Lovers of anything with "cloud computing" or "software as a service" in its description will have plenty to chew on shortly:
1) Paylocity (PCTY), cloud-based payroll and human capital management software;
2) Rubicon Project (RUBI), a digital ad exchange that exists in between publishers of websites and buyers of advertising;
3) Castlight Health (CSLT), a platform to help employers who want to become self-insured. This company is being carefully watched: they have less than $20 million in revenue, but may open with a $1 billion market cap. One of the co-founders (Todd Park) was a co-founder of athenahealth;
4) Amber Road (AMBR), cloud-based global trade management software;
5) Q2 Holdings (QTWO), cloud-based virtual banking software;
6) Rimini Street (RMNI), enterprise software support services;
7) Aerohive Holdings (HIVE), cloud-based WiFi and routing products;
8) Borderfree (BRDR), e-commerce software to U.S. retailers to market and sell to customers worldwide;
9) 2U (TWOU), a cloud-based software for online educational content; and
10) A10 Networks (ATEN), network technology that optimizes data center performance.
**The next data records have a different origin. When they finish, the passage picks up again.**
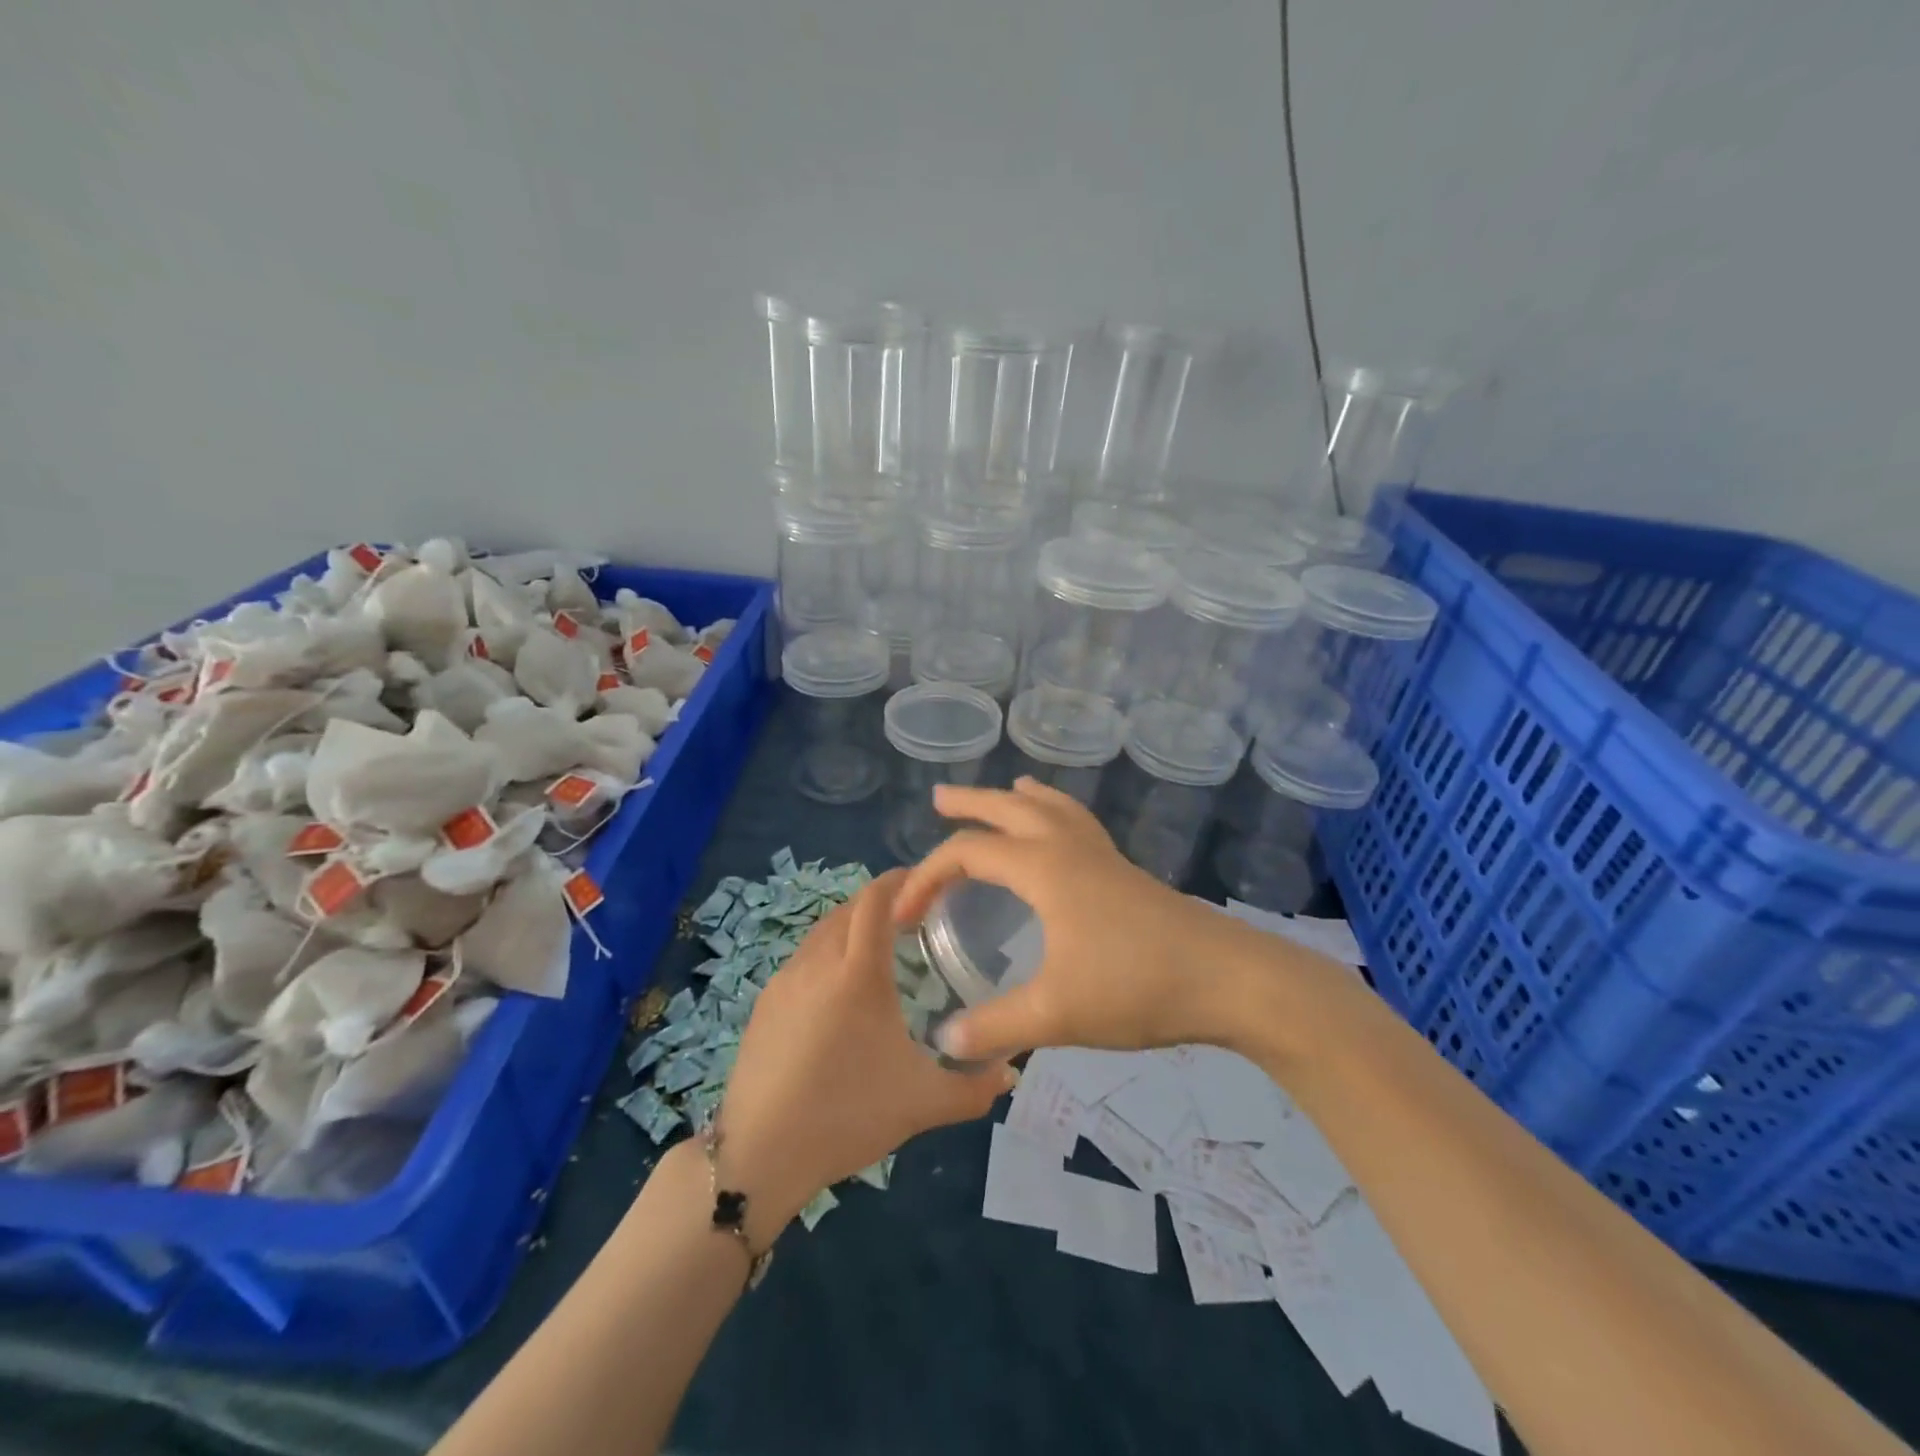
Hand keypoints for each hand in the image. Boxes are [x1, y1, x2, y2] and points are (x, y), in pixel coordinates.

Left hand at [717, 869, 1012, 1244]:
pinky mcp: (764, 1003)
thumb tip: (1010, 1074)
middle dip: (877, 901)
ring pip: (821, 932)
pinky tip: (837, 990)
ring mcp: (784, 981)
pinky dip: (825, 952)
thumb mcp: (922, 1104)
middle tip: (910, 916)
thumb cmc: (847, 1116)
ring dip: (849, 925)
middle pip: (848, 909)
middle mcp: (818, 962)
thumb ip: (974, 1088)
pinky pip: (801, 959)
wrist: (760, 1154)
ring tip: (876, 947)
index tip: (923, 879)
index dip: (898, 879)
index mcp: (858, 972)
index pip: (875, 899)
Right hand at [893, 779, 1269, 1061]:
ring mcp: (1102, 856)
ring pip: (1052, 808)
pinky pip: (1078, 823)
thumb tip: (943, 1041)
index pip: (969, 854)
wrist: (1228, 979)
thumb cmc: (1137, 986)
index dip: (927, 878)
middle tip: (939, 798)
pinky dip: (1057, 813)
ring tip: (1007, 791)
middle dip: (970, 803)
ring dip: (1019, 799)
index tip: (903, 916)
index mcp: (1044, 869)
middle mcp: (1068, 848)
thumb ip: (996, 1026)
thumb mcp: (1057, 1013)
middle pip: (1009, 810)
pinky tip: (1063, 832)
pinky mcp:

There are also a small group of non-tech companies that will go public, including:
1) La Quinta Holdings (LQ) one of the largest budget hotel operators in the U.S., which is backed by Blackstone;
2) Ally Financial (ALLY), the leading global auto finance company, formerly a unit of GMAC, which filed for a $500 million offering way back in 2011 and may finally be ready to go public.
These are only those who have already filed S-1's indicating they will likely go public shortly. The NYSE has prepared dozens of pitches to companies that are looking to go public, but have not yet filed a public S-1.